Audi Brussels is de kleinste van de Audi-fabrieken, de sluiting van de Belgische vestiging zal op weinig weerstand stoten van de Duitse vakbond én regering. Met parlementsverkiezingen in 2025 in het vooruitzicht doet die laatste er alles aan om de tewerkstelling in eigen land te stimuleren. Een en ander versterkt het vermoeden dat Audi al in 2025 de stekker uit Audi Brussels zal trekken en de Q8 e-tron uit het gamma zal nemen. Die is sowieso geen succesverhaal geworden en kost Audi geld in plaats van op te brengen. Een goed excuus voor kostenkiller Döllner om te kiezen voor de korte pijn zonder daarmee zijn eigen positie in gevaar te brengen.
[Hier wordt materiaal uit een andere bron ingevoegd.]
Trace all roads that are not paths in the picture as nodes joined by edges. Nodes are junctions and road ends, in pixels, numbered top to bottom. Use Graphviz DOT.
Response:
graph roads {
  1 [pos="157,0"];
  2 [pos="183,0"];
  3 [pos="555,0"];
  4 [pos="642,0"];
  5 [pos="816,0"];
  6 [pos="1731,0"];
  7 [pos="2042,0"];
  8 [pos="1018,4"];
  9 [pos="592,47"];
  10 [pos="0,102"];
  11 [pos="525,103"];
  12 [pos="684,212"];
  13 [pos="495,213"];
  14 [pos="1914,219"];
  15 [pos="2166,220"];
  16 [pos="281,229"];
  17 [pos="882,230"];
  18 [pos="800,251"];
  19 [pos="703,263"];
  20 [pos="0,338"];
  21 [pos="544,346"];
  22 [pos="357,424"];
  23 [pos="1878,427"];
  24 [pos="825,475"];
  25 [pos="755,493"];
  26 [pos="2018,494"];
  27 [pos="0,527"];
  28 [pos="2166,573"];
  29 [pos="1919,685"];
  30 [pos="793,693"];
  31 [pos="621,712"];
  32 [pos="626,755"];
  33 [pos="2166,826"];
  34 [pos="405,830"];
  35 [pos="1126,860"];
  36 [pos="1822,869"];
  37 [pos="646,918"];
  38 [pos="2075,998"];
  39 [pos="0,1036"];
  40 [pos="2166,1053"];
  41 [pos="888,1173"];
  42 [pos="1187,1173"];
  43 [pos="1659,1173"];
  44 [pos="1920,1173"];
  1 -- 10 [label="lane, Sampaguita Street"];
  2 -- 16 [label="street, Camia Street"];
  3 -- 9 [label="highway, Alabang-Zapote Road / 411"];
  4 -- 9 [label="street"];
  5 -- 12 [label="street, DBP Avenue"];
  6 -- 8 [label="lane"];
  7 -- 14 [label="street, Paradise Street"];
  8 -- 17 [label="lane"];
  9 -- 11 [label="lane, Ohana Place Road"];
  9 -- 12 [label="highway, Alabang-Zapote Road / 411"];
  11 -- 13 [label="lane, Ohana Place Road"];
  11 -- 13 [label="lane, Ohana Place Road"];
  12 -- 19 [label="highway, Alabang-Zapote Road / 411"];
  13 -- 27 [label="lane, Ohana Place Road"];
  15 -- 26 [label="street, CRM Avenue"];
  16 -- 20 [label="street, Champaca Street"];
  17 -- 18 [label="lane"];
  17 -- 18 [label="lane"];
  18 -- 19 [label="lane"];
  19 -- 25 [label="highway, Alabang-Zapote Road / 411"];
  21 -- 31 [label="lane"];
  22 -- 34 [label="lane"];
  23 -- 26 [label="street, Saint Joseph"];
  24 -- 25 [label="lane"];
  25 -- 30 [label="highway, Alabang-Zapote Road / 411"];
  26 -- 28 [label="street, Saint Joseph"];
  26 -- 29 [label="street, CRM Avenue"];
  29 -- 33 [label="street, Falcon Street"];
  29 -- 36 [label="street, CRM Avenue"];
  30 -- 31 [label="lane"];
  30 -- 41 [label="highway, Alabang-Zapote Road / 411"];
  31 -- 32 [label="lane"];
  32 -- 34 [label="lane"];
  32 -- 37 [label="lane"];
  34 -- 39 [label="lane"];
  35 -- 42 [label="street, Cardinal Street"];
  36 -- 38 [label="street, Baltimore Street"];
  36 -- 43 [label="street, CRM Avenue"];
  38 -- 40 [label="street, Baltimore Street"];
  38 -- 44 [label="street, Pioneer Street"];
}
Voor de 3000 werknemers van Audi Brussels kondigt de toekomst zich weinig rooskleurig aan. Gelukkig voor hen zal Audi het niet aandurven de fabriek failliet te laten gaan. Daardoor kunnen zij aanspraak maken op een betere financiële ontslagregeling dan de werknemers van de failliete autobusbouwer Van Hool. Een magere troost in onzekere tijden.